### Data shown ###
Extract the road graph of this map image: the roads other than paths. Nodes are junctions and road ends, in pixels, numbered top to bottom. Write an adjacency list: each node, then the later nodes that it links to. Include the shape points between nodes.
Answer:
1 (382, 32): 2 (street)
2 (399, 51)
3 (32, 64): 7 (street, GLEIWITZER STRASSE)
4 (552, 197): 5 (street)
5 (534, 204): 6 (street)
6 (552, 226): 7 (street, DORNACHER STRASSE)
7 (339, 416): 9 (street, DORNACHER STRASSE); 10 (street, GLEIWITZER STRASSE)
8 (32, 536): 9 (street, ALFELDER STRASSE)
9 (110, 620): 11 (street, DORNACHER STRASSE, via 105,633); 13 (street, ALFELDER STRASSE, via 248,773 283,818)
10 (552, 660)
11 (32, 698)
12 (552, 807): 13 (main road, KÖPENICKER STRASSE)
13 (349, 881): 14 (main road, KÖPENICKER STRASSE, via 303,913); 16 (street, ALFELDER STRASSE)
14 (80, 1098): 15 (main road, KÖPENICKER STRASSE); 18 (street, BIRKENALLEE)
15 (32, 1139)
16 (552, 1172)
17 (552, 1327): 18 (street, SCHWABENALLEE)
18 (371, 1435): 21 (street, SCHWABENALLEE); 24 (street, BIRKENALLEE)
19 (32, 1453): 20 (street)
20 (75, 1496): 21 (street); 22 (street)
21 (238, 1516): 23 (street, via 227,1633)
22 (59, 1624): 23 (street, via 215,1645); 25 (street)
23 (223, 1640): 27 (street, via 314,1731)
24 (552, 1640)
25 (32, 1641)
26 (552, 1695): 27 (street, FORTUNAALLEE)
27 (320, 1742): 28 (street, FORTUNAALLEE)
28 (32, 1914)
###
▸ **What is required**
Your answer should consist of every record, printed exactly as given.

▸ **Written response**
Extract the road graph of this map image: the roads other than paths. Nodes are junctions and road ends, in pixels, numbered top to bottom. Write an adjacency list: each node, then the later nodes that it links to. Include the shape points between nodes.
Answer:
1 (382, 32): 2 (street)
2 (399, 51)
3 (32, 64): 7 (street, GLEIWITZER STRASSE)
4 (552, 197): 5 (street)
5 (534, 204): 6 (street)
6 (552, 226): 7 (street, DORNACHER STRASSE)
7 (339, 416): 9 (street, DORNACHER STRASSE); 10 (street, GLEIWITZER STRASSE)
8 (32, 536): 9 (street, ALFELDER STRASSE)
9 (110, 620): 11 (street, DORNACHER STRASSE, via 105,633); 13 (street, ALFELDER STRASSE, via 248,773 283,818)
10 (552, 660)
11 (32, 698)
12 (552, 807): 13 (main road, KÖPENICKER STRASSE)
13 (349, 881): 14 (main road, KÖPENICKER STRASSE, via 303,913); 16 (street, ALFELDER STRASSE)
14 (80, 1098): 15 (main road, KÖPENICKER STRASSE); 18 (street, BIRKENALLEE)
15 (32, 1139)
16 (552, 1172)
17 (552, 1327): 18 (street, SCHWABENALLEE)
18 (371, 1435): 21 (street, SCHWABENALLEE); 24 (street, BIRKENALLEE)
19 (32, 1453): 20 (street)
20 (75, 1496): 21 (street); 22 (street)
21 (238, 1516): 23 (street, via 227,1633)
22 (59, 1624): 23 (street, via 215,1645); 25 (street)
23 (223, 1640): 27 (street, via 314,1731)
24 (552, 1640)
25 (32, 1641)
26 (552, 1695): 27 (street, FORTUNAALLEE)
27 (320, 1742): 28 (street, FORTUNAALLEE)
28 (32, 1914)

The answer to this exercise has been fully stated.